Markas organisasi berada di sebuah pulau yang cukup luas dan agak terpencil dari penduduk kota di daratan utama negara. Di pulau itu juga, beberapa kegiatan terjadi dan semuanya terlihat normal. Kecuali pakaian mereka yang seragam menggunakan jubah hitam dengan logo organisasi.
Untuk tidak dicurigai oleh pemerintah, Organisasi Supernatural Dunia tidak pernah berinteraksi dengan banyak orang biasa. Bahkan pulau yang menjadi tempat markas telah dilindungi oleh aura supernatural khusus yang sangat kuat.
Di aula utama markas, seorang pria paruh baya berjubah hitam putih duduk dengan penuh wibawa. Wajahnya tidak terlihat jelas karena terhalang oleh topeng putih yang menutupi hingga pangkal hidungnya.

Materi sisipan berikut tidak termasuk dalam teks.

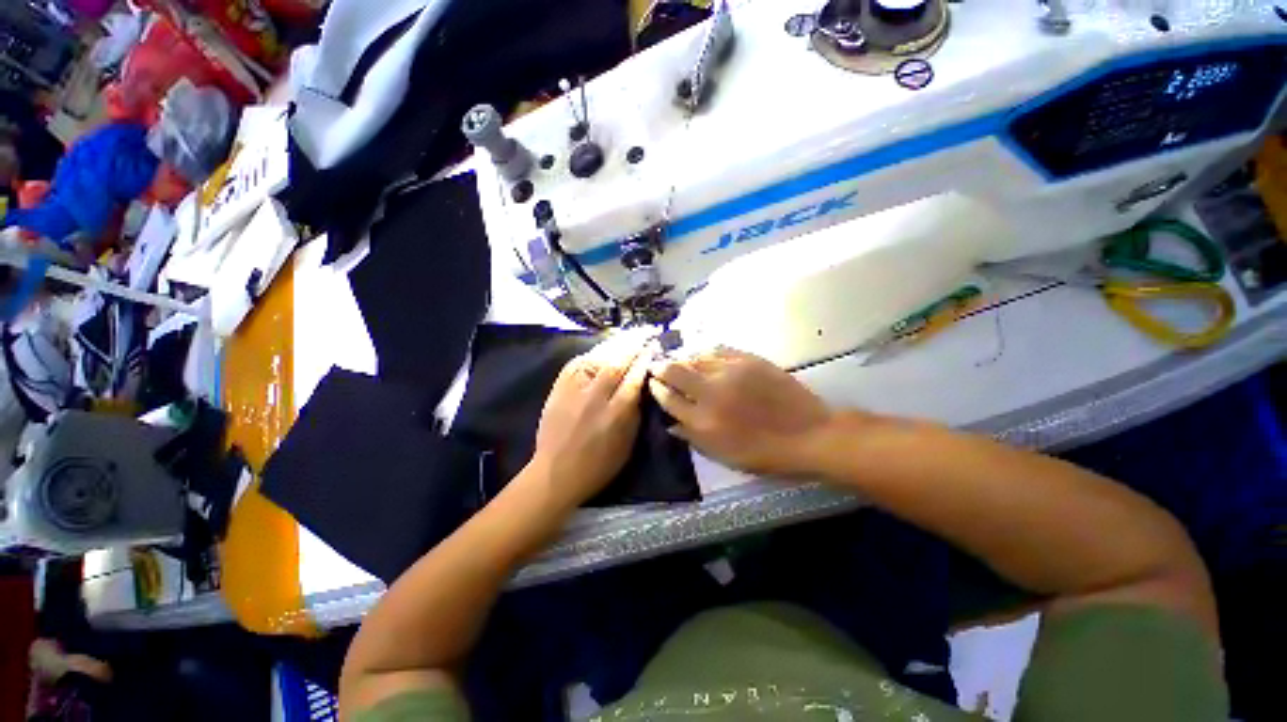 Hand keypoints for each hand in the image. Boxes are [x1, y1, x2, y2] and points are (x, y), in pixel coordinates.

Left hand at [529, 331, 651, 504]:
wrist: (556, 472)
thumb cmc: (598, 465)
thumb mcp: (627, 443)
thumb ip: (634, 411)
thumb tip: (640, 385)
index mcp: (616, 414)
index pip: (634, 378)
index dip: (644, 360)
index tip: (653, 346)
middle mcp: (595, 398)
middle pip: (616, 363)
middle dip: (632, 344)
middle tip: (645, 331)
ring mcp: (574, 392)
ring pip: (596, 359)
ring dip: (614, 345)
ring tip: (628, 335)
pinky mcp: (558, 389)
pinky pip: (576, 364)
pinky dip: (592, 354)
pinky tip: (602, 349)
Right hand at [649, 347, 835, 476]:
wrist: (809, 433)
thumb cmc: (765, 452)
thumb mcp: (725, 456)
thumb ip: (694, 438)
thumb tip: (670, 424)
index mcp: (704, 421)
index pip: (669, 399)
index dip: (657, 390)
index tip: (652, 383)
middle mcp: (711, 393)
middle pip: (675, 372)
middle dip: (660, 367)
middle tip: (656, 365)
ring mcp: (730, 372)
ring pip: (694, 357)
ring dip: (682, 358)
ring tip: (678, 359)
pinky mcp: (748, 359)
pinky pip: (717, 350)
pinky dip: (704, 352)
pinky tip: (701, 354)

Pria paruh baya itu adalah pemimpin organisasi yang terkenal memiliki kemampuan tak terduga. Sesekali, pria itu akan mengelus cincin batu giok hitam yang tersemat di jari manis tangan kirinya.

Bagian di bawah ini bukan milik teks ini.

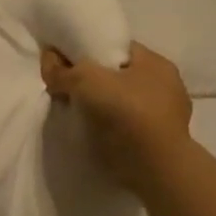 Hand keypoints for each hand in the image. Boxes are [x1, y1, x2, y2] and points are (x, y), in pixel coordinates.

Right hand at [40, 42, 191, 192]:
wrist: (154, 168)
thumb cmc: (125, 113)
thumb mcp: (84, 80)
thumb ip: (62, 69)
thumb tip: (48, 59)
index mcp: (156, 63)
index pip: (117, 48)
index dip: (89, 51)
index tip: (66, 63)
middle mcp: (167, 85)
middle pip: (118, 75)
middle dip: (93, 81)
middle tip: (67, 88)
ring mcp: (166, 116)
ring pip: (121, 102)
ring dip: (101, 106)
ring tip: (75, 112)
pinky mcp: (158, 142)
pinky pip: (125, 126)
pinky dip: (109, 127)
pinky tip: (92, 132) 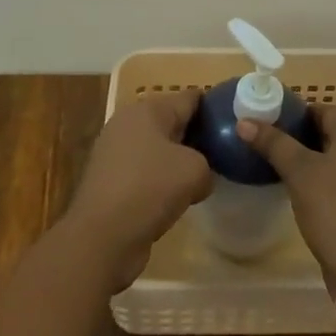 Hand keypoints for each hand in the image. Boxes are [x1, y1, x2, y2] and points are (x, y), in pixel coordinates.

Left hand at [63, 90, 212, 290]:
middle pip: (172, 121)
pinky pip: (145, 172)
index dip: (215, 107)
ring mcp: (114, 152)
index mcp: (148, 109)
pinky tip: (177, 197)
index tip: (234, 122)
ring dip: (178, 161)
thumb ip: (207, 164)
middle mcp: (128, 123)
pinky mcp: (109, 180)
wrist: (101, 237)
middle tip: (224, 151)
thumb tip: (200, 176)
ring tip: (204, 176)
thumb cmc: (150, 189)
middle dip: (197, 135)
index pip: (190, 98)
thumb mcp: (195, 171)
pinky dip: (160, 181)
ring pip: (158, 149)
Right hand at [239, 106, 335, 289]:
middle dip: (307, 141)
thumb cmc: (334, 209)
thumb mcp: (299, 173)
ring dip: (324, 160)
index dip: (292, 122)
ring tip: (294, 177)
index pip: (320, 110)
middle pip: (335, 131)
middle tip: (278, 158)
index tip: (270, 138)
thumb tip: (244, 122)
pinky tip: (320, 196)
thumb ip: (273, 143)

Hanya saja meskipun dia terlihat damai di permukaan, pikirannya berkecamuk. Ada semacam kemarahan yang tak bisa dia luapkan di hadapan banyak anak buahnya. Alhasil, dia hanya bisa menghela napas panjang.

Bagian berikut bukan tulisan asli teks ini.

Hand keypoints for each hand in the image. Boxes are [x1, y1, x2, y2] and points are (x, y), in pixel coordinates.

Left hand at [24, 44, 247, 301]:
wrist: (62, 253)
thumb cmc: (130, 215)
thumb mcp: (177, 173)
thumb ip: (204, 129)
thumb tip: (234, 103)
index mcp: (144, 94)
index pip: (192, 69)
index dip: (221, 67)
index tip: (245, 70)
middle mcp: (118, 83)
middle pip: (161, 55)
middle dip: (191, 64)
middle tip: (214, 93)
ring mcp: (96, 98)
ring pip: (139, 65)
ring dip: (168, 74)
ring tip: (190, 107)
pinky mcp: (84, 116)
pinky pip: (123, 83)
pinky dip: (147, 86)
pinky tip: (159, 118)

"Apakah semuanya sudah diselesaikan?" tanyanya pada mereka.
"Ya ... Ya, tuanku. Semuanya telah diselesaikan." Salah satu dari anggota kepercayaan organisasi menjawab, sedikit gemetar di hatinya.
Hanya dengan mendengarkan nada bicara pemimpin mereka, tentu saja tahu jika saat ini pemimpin sangat marah.
Malam sebelumnya, perbatasan organisasi diserang oleh sekelompok orang tidak dikenal. Jelas orang-orang itu tidak diketahui asal-usulnya tapi memiliki kemampuan yang aneh. Awalnya organisasi tidak terlalu memedulikan orang-orang itu. Pemimpin hanya meminta mereka untuk menyingkirkan pengganggu itu. Tapi siapa yang menduga jika orang-orang misterius itu datang untuk mengacau.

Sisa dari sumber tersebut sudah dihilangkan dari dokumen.